I didn't reply at once. I was engaged in staring at the familiar design.

"They haven't any wings," I said, still rather doubtfully, "except this one at the bottom."

But the Fairy Queen was very decided indeed. "All fairies don't have wings," she said; "and with regard to that particular one at the bottom," she glanced a little superciliously at the buxom lady with the trumpet, "as a matter of fact, she isn't a fairy at all. I don't quite know what she is, an angel perhaps, but not a fairy, certainly not a fairy. But the others are, of course." She glanced at me a little defiantly with her bright eyes. "Surely, my dear, I ought to know a fairy when I see one. At the time when these were done they were perfectly all right; they only want bringing up to date, like the pictures inside, that's all. Now you will see whether you can do anything, won't you?"

It was difficult to refuse, but I didn't feel very hopeful.

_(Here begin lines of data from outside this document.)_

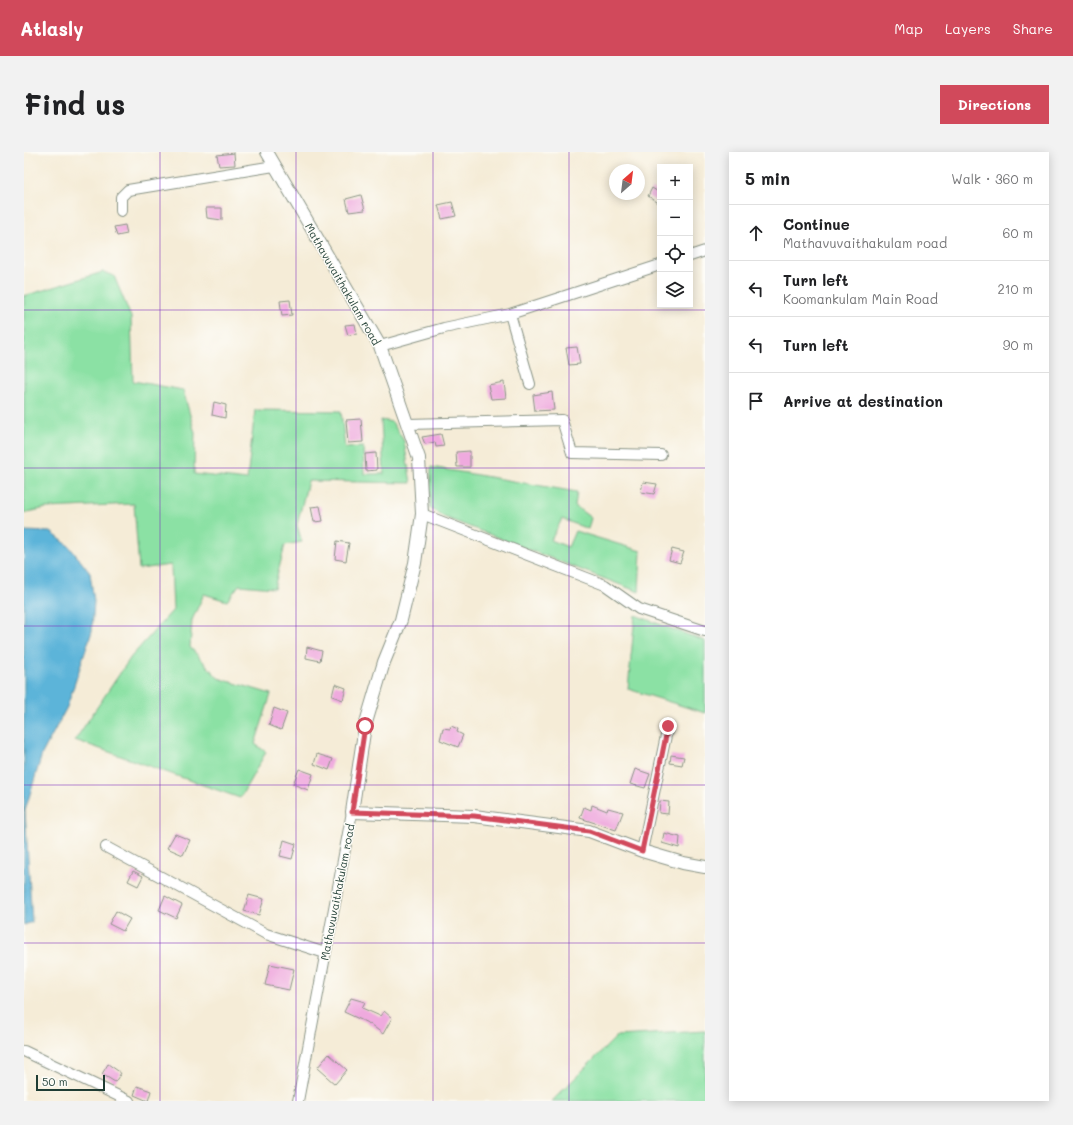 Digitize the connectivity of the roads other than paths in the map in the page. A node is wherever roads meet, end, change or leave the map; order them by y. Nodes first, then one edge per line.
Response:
1 (267, 152) edge
2 (274, 166) junction
3 (121, 211) dead end
4 (705, 251) edge
5 (693, 255) edge
6 (657, 266) edge
7 (510, 314) junction
8 (380, 346) junction
9 (530, 384) dead end
10 (408, 424) junction
11 (661, 455) dead end
12 (422, 514) junction
13 (705, 631) edge
14 (668, 726) dead end
15 (352, 812) junction
16 (106, 847) dead end
17 (642, 851) junction
18 (705, 867) edge
19 (325, 953) junction
20 (24, 1051) edge
21 (129, 1101) edge
22 (298, 1101) edge

1 - 2 street, Mathavuvaithakulam road
2 - 3 street
2 - 8 street, Mathavuvaithakulam road
4 - 5 street
6 - 7 street
7 - 8 street
7 - 9 street
8 - 10 street, Mathavuvaithakulam road
10 - 11 street
10 - 12 street, Mathavuvaithakulam road
12 - 13 street
12 - 15 street, Mathavuvaithakulam road
14 - 17 street
15 - 17 street
15 - 19 street, Mathavuvaithakulam road
16 - 19 street
17 - 18 street
19 - 22 street, Mathavuvaithakulam road
20 - 21 street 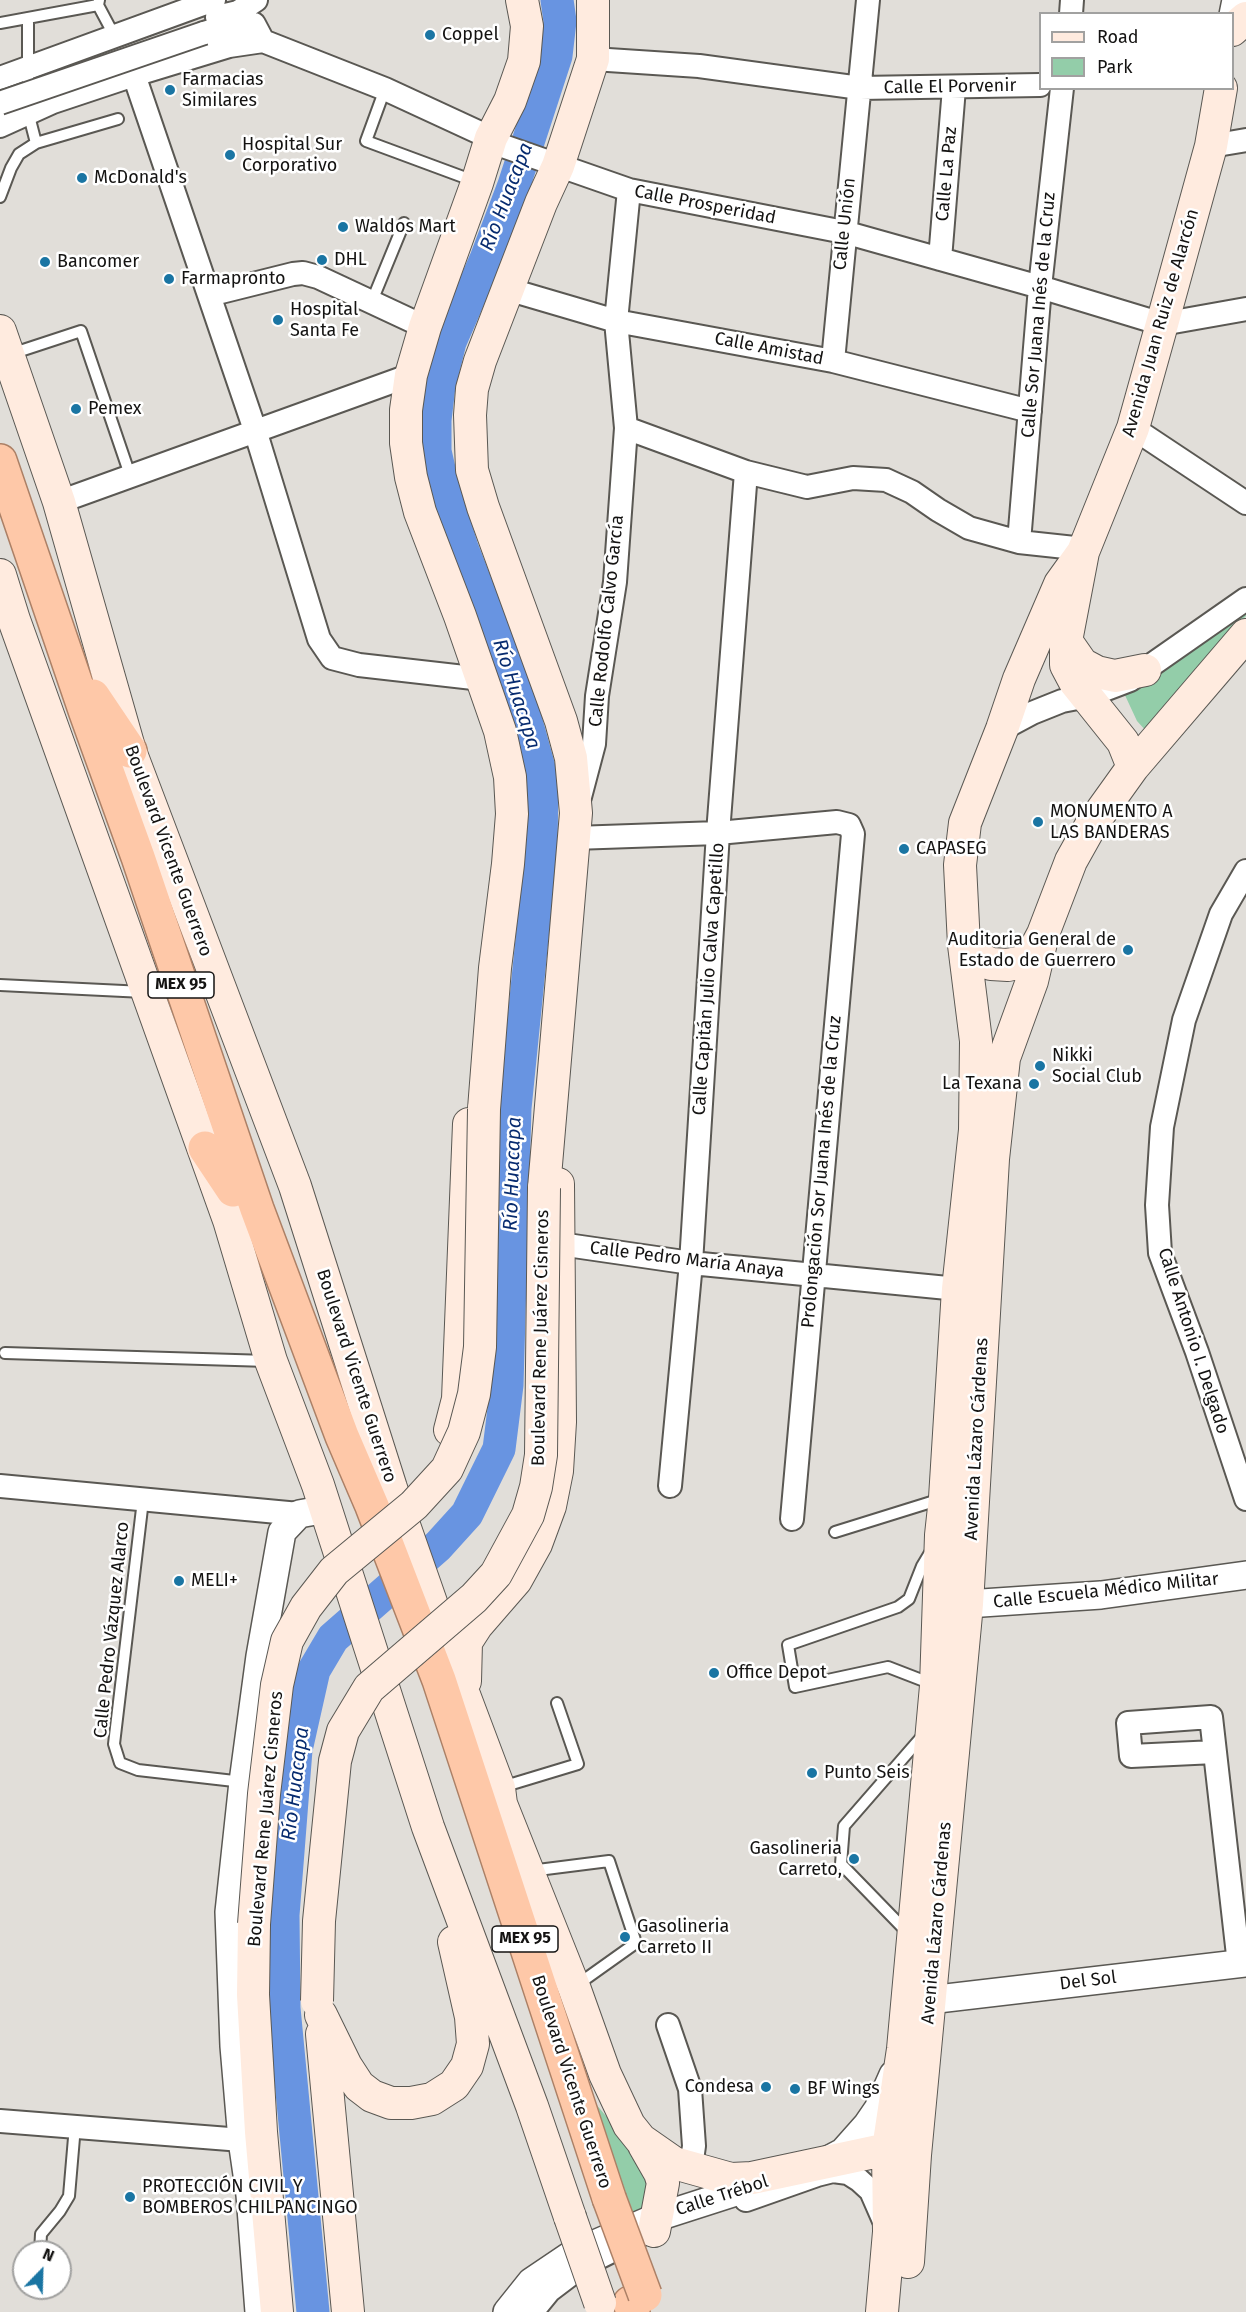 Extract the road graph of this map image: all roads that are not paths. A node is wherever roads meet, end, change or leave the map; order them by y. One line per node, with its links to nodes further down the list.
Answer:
1 (214, 0): 13 (street)
2 (256, 0): 7 (street)
3 (522, 0): 32 (main road)
4 (592, 0): 16 (main road, Boulevard Rene Juárez Cisneros)
5 (868, 0): 21 (street, Calle Unión)
6 (99, 3): 8 (lane); 13 (lane)
7 (237, 12): 11 (street); 14 (street); 15 (lane)
8 (28, 18): 10 (lane); 17 (lane)
9 (1246, 18): 12 (main road)
10 (0, 23)
11 (202, 27): 24 (street); 27 (street, bridge)
12 (1234, 30)
13 (115, 37): 17 (street)
14 (263, 41): 15 (street); 23 (street, Calle Prosperidad)
15 (229, 46): 18 (street)
16 (593, 59): 21 (street, Calle El Porvenir); 35 (main road, Boulevard Rene Juárez Cisneros)
17 (27, 68): 19 (street); 28 (lane)
18 (134, 75): 28 (street); 44 (street)
19 (0, 78)
20 (1039, 85): 22 (street, Calle El Porvenir)
21 (860, 88): 22 (street, Calle El Porvenir); 40 (street, Calle Unión)
22 (954, 88): 41 (street, Calle La Paz)
23 (385, 89): 32 (street, Calle Prosperidad); 36 (lane)
24 (0, 90)
25 (1062, 90): 42 (street, Calle Sor Juana Inés de la Cruz)
26 (1221, 90): 34 (main road, Avenida Juan Ruiz de Alarcón)
27 (0, 103)
28 (28, 112): 30 (street); 33 (lane)
29 (118, 119): 33 (lane)
30 (0, 126)
31 (1246, 140): 34 (street)
32 (497, 142): 35 (street, Calle Prosperidad); 36 (main road)
33 (36, 143): 38 (lane)
34 (1211, 146): 48 (main road, Avenida Juan Ruiz de Alarcón)
35 (554, 165): 37 (street, Calle Prosperidad); 43 (main road, Boulevard Rene Juárez Cisneros)
36 (477, 183): 49 (main road)
37 (629, 190): 40 (street, Calle Prosperidad); 47 (street, Calle Rodolfo Calvo García)
38 (0, 196)
39 (404, 223): 45 (lane)
40 (844, 232): 41 (street, Calle Prosperidad); 51 (street, Calle Unión)
41 (940, 259): 42 (street, Calle Prosperidad)
42 (1040, 287): 48 (street, Calle Prosperidad); 53 (street, Calle Sor Juana Inés de la Cruz)
43 (507, 289): 47 (street, Calle Amistad); 77 (main road, Boulevard Rene Juárez Cisneros)
44 (209, 295): 45 (street); 56 (street)
45 (372, 301): 49 (street)
46 (1246, 309): 48 (street)
47 (616, 321): 51 (street, Calle Amistad); 54 (street, Calle Rodolfo Calvo García)
48 (1162, 324): 55 (main road, Avenida Juan Ruiz de Alarcón)
49 (425, 327): 52 (main road)
50 (4, 343): 59 (lane); 60 (main road, Boulevard Vicente Guerrero)
51 (832, 361): 53 (street, Calle Amistad)
52 (411, 375): 56 (street); 72 (main road)
53 (1030, 411): 63 (street, Calle Sor Juana Inés de la Cruz)
54 (626, 428): 58 (street); 77 (street, Calle Rodolfo Calvo García)
55 (1132, 428): 61 (street); 64 (main road, Avenida Juan Ruiz de Alarcón)
56 (255, 430): 59 (street); 72 (street)
57 (0, 461): 70 (highway, Boulevard Vicente Guerrero / MEX 95)
58 (746, 472): 63 (street); 78 (street, Calle Capitán Julio Calva Capetillo)
59 (130, 475): 60 (street)
60 (59, 502): 75 (main road, Boulevard Vicente Guerrero)
61 (1246, 503)
62 (0, 513): 87 (highway, Boulevard Vicente Guerrero / MEX 95)
63 (1019, 542): 64 (street)
64 (1084, 550): 69 (main road); 74 (main road, Avenida Lázaro Cárdenas)
65 (0, 575): 67 (main road, Boulevard Vicente Guerrero)
66 (1246, 599): 71 (street)
67 (7, 620): 84 (main road, Boulevard Vicente Guerrero)
68 (1246, 635): 76 (main road, Avenida Lázaro Cárdenas)
69 (1066, 641): 71 (main road); 73 (main road)
70 (69, 660): 75 (highway); 99 (highway, Boulevard Vicente Guerrero / MEX 95)
71 (1146, 670): 73 (street)
72 (482, 679): 82 (main road)
73 (1088, 696): 74 (street); 76 (main road)
74 (1002, 729): 81 (main road, Avenida Lázaro Cárdenas)
75 (130, 752): 99 (main road, Boulevard Vicente Guerrero)
76 (1133, 767): 80 (main road, Avenida Lázaro Cárdenas)
77 (575, 825): 78 (street); 85 (main road, Boulevard Rene Juárez Cisneros)
78 (718, 833): 89 (street, Calle Capitán Julio Calva Capetillo); 90 (street, Prolongación Sor Juana Inés de la Cruz)
79 (1246, 871): 97 (street, Calle Antonio I. Delgado)
80 (1043, 934): 81 (main road); 104 (main road, Avenida Lázaro Cárdenas)
81 (964, 945): 91 (main road, Avenida Lázaro Cárdenas)
82 (495, 968): 99 (main road); 123 (main road, Boulevard Rene Juárez Cisneros, bridge)
83 (0, 985): 84 (lane)
84 (148, 993): 86 (main road, Boulevard Vicente Guerrero)
85 (549, 1140): 88 (main road); 118 (main road, Boulevard Rene Juárez Cisneros, bridge)
86 (205, 1148): 87 (highway); 93 (main road, Boulevard Vicente Guerrero)
87 (233, 1190): 99 (highway, Boulevard Vicente Guerrero / MEX 95)
88 (560, 1244): 89 (street, Calle Pedro María Anaya); 105 (main road)
89 (691, 1263): 90 (street, Calle Pedro María Anaya); 95 (street, Calle Capitán Julio Calva Capetillo)
90 (813, 1275): 91 (street, Calle Pedro María Anaya); 100 (street, Prolongación Sor Juana Inés de la Cruz)
91 (958, 1289): 96 (main road, Avenida Lázaro Cárdenas)
92 (5, 1353): 93 (lane)
93 (271, 1361): 99 (main road, Boulevard Vicente Guerrero)
94 (0, 1486): 98 (street)
95 (670, 1486)
96 (945, 1498): 101 (lane); 102 (main road, Avenida Lázaro Cárdenas)
97 (1246, 1499)
98 (143, 1500): 99 (street); 110 (lane, Calle Pedro Vázquez Alarco)
99 (352, 1505): 105 (highway, Boulevard Vicente Guerrero / MEX 95, bridge); 105 (main road, Boulevard Vicente Guerrero, bridge); 110 (street); 112 (main road, Boulevard Vicente Guerrero, bridge)
100 (792, 1519)
101 (835, 1532)
102 (941, 1535): 106 (main road, Avenida Lázaro Cárdenas); 106 (lane)
103 (1246, 1575): 104 (street, Calle Escuela Médico Militar)
104 (967, 1604): 117 (main road, Avenida Lázaro Cárdenas)
105 (446, 1684): 111 (main road, Boulevard Vicente Guerrero); 113 (highway, Boulevard Vicente Guerrero / MEX 95); 129 (highway, Boulevard Vicente Guerrero / MEX 95)
106 (936, 1686): 108 (main road, Avenida Lázaro Cárdenas)
107 (557, 1703): 111 (lane)
108 (933, 1724): 114 (main road, Avenida Lázaro Cárdenas); 114 (lane)
109 (1215, 1752): 115 (street)
110 (243, 1782): 123 (street)
111 (500, 1796): 113 (highway)
112 (428, 1827): 118 (main road); 129 (main road, Boulevard Vicente Guerrero)
113 (514, 1869): 116 (main road, Boulevard Vicente Guerrero); 116 (lane); 129 (highway, Boulevard Vicente Guerrero / MEX 95)
114 (913, 1938): 120 (main road, Avenida Lázaro Cárdenas)
115 (1242, 1963): 117 (street, Del Sol)
116 (574, 1987): 124 (main road, Boulevard Vicente Guerrero)
117 (929, 2000): 125 (main road, Avenida Lázaro Cárdenas)
118 (319, 2008): 136 (main road, Boulevard Rene Juárez Cisneros)
119 (668, 2025): 127 (street)
120 (903, 2049): 125 (main road, Avenida Lázaro Cárdenas); 126 (street, Calle Trébol)
121 (0, 2121): 122 (street)
122 (75, 2126): 123 (street); 132 (lane)
123 (252, 2136): 128 (main road); 135 (main road, Boulevard Rene Juárez Cisneros)
124 (641, 2140): 127 (main road, Boulevard Vicente Guerrero); 130 (main road)
125 (901, 2152): 126 (main road, Boulevard Vicente Guerrero); 131 (main road, Avenida Lázaro Cárdenas); 140 (main road, Avenida Lázaro Cárdenas)
126 (831, 2160): 127 (main road, Boulevard Vicente Guerrero); 130 (street, Calle Trébol)
127 (691, 2167)
128 (250, 2195): 134 (street)
129 (592, 2207): 133 (highway, Boulevard Vicente Guerrero / MEX 95, bridge); 133 (main road, Boulevard Vicente Guerrero, bridge)
130 (655, 2224): 131 (street, Calle Trébol); 137 (street, Calle Trébol); 138 (street, Calle Trébol)
131 (889, 2232): 139 (main road, Avenida Lázaro Cárdenas)
132 (41, 2240)
133 (627, 2306)
134 (259, 2312)
135 (277, 2312)
136 (348, 2312)
137 (507, 2312)
138 (532, 2312)
139 (882, 2312)
140 (904, 2312)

"I'll try," I said. "I'll write to the Editor; but I'm afraid it's not very likely that he will do anything in the matter. You see the cover's been like that for years and years. Almost ever since Punch began. It's—well, it's part of the Punch tradition. We all love it. Nobody would like to see it altered; it wouldn't seem the same thing."

The Fairy Queen was busy with her cloak and didn't pay much attention to what I was saying,

"Won't you stay a little longer and have some tea or something?" I begged.

She shook her head.

"A chocolate?"

She smiled. "I can't resist a chocolate," she said. She took a very little one and nibbled at it daintily, flitting about the room meanwhile and chattering away in the friendliest fashion in her tiny high voice.

"I must go," she said at last. "I have enjoyed it so much. May I come again some day? I should love to come again."...

I went out with her into the little lobby and down the stairs, and stood at the hall door to watch her go.

"Now don't forget," were her last words as she floated out into the night. "Tell him, tell him exactly what we really look like."

"I can't," I called after her desperately; "I can't."

But she had already disappeared in the soft haze. I went slowly up the stairs and back to my quiet room and the dying fire.

"I can't," I said again. "I only wish I could."

R. F.


"Bandsmen Wanted for Municipal Band. Solo Cornet and others. Work found for bricklayer, carpenter, painter and paperhanger."—Daily Paper.

With whose assistance we may expect some jazzling effects.